Non-Hodgkin's lymphomas, version 2.2014. Journal of the National Comprehensive Cancer Network Zelenetz, A. D., Gordon, L. I., Wierda, W. G., Abramson, J. S., Advani, R. H., Andreadis, C. B., Bartlett, N., Bellam, N., Byrd, J. C., Czuczman, M. S., Fayad, L. E., Fisher, R. I., Glenn, M. J., Harris, N. L., Hoppe, R. T., Horwitz, S. M., Kelsey, C. R., Kim, Y. H., Krivacic, S., LaCasce, A. S., Nademanee, A., Porcu, P., Press, O., Rabinovitch, R., Reddy, N., Reid, E., Sokol, L., Swinnen, L. J., Tsien, C., Vose, J. M., Yahalom, J., Zafar, N., Dwyer, M., Sundar, H. 2014; 12 (6): 916-946

Abstract

Non-Hodgkin's lymphomas (NHLs) are a heterogeneous group of lymphoproliferative disorders originating in B lymphocytes, T lymphocytes, or natural killer cells.
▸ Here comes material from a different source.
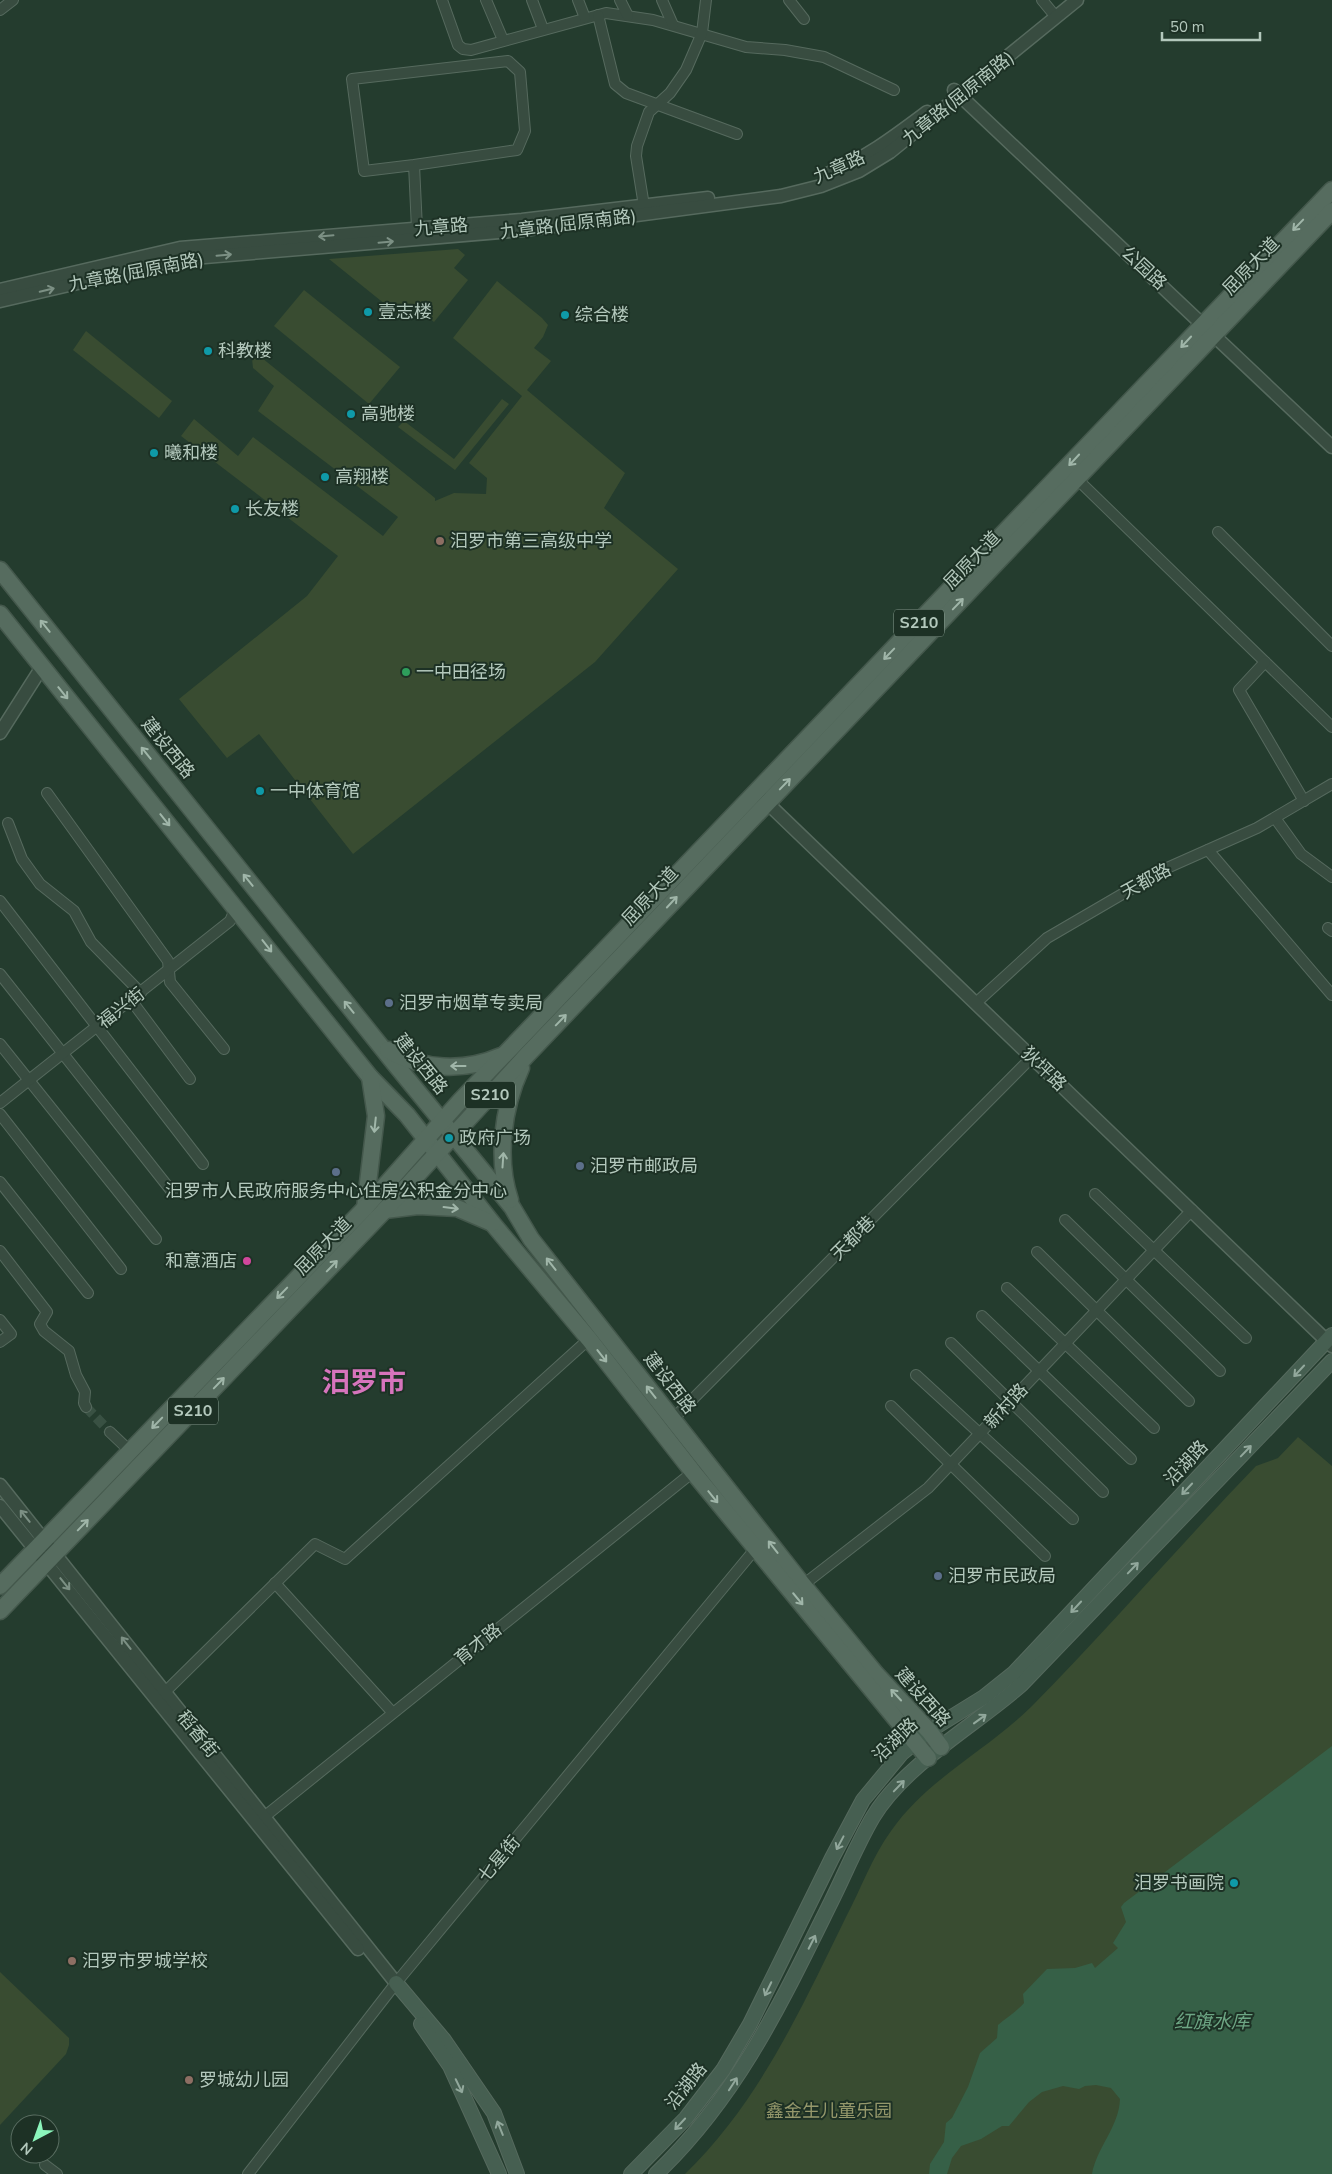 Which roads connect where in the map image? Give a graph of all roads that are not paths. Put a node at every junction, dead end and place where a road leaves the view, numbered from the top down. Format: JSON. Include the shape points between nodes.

Follicular lymphoma (FL) is the most common subtype of indolent NHL, accounting for approximately 22% of all newly diagnosed cases of NHL. The incorporation of rituximab to chemotherapy regimens has become a widely accepted standard of care for first-line therapy for patients with FL. Maintenance and consolidation therapy with rituximab and radioimmunotherapy have also been associated with improved progression-free survival in patients experiencing response to first-line therapy. Despite therapeutic advances that have improved outcomes, FL is generally considered a chronic disease characterized by multiple recurrences with current therapies. This manuscript discusses the recommendations outlined in the NCCN Guidelines for the diagnosis and management of patients with FL.